The LVIS stent offers a high degree of metal coverage (~ 23%), much denser than that incorporated in more conventional Enterprise and Neuroform (8–11%) stents [48]. The porosity of a neurovascular stent is also important for control of circulatory hemodynamics. Interwire spacing dictates resistance to blood flow, allowing for stasis in aneurysms and thrombotic facilitation [7, 49, 50]. Indeed, blood flow velocity and wall shear stress are proportional to metal stent coverage [51]. The superior flow reduction effect of the LVIS stent has been confirmed by Wang et al. [48], who demonstrated that a single LVIS stent surpassed even double Enterprise stenting in reducing intra-aneurysmal velocity and wall shear stress. Even double LVIS stent showed more reduction in wall shear stress and velocity compared with a single Pipeline. Excessive wall shear stress and high blood flow velocity at necks of treated aneurysms are considered contributory factors in eventual recanalization [52, 53]. Although this particular study relied on computational fluid dynamics and therefore is of limited value in a clinical setting (given the host of complexities), its relevance in follow-up monitoring of occlusion rates after stent-assisted coil embolization of aneurysms may be considerable.

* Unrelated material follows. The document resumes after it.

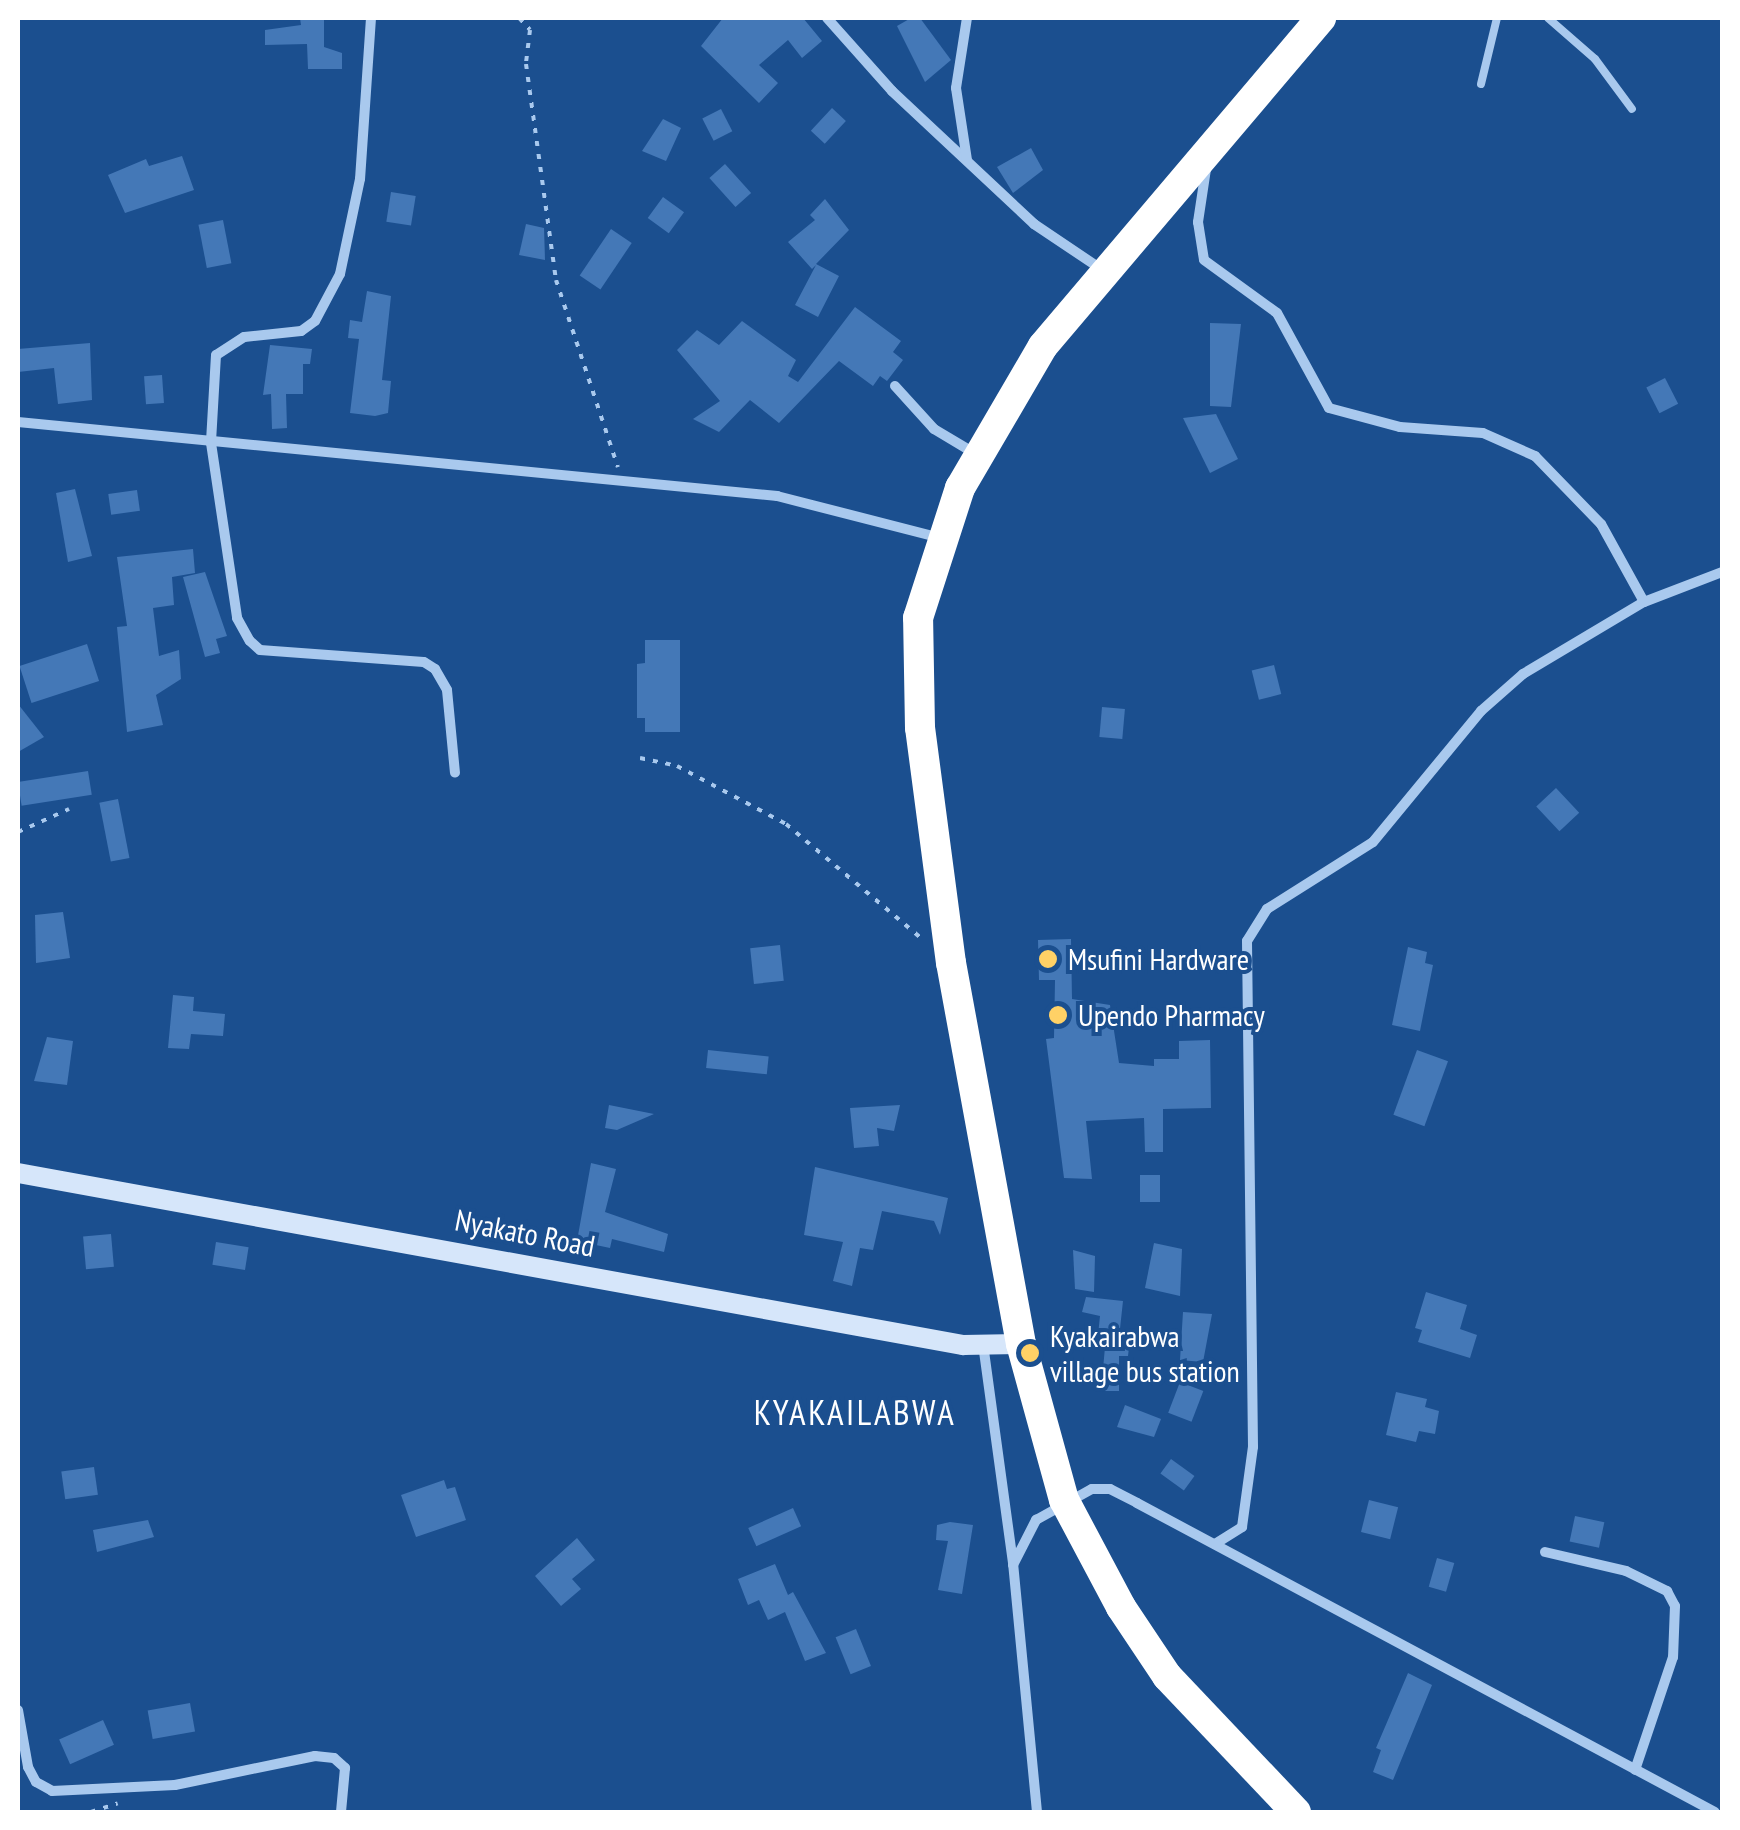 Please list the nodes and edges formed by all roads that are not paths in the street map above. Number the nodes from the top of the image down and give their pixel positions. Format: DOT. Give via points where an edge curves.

Our study has several limitations, one being the retrospective collection of data at a single center. Thus, there is a potential for bias in choice of stent. For instance, Enterprise and Neuroform (rather than LVIS) stents were more often selected for aneurysms of internal carotid artery, and the aneurysms in which they were deployed tended to be a bit larger. Choice of stent was weighed in each instance, based on merits and drawbacks, but only large-scale prospective studies will provide needed clarification. In addition, three types of stents became available at different times for a certain period, and level of coiling technique might be different in each stent. Another limitation is that TOF-MRA was used routinely for follow-up monitoring (per institutional protocol), without performing baseline MRA studies immediately postembolization. Despite the utility of TOF-MRA in gauging extent of recanalization, the stent artifacts encountered may obscure minor features [54,55,56,57], and the size of the residual flow in coiled aneurysms with stent may be underestimated, in particular in small-sized aneurysms. In our cohort, rates for aneurysms of posterior circulation (28/312, 9.0%) and of bioactive coils > 50% (33/312, 10.6%) were low. Therefore, coiled aneurysms of posterior circulation or aneurysms of bioactive coils > 50% may not be represented well in this sampling.

Conclusions

In stent-assisted coil embolization of small-sized (< 10 mm) aneurysms, stent type, as well as occlusive status at time of coiling and aneurysmal neck size, may impact outcomes during follow-up monitoring. LVIS stents seem beneficial for reducing recanalization rates in this setting, more so than Enterprise or Neuroform stents.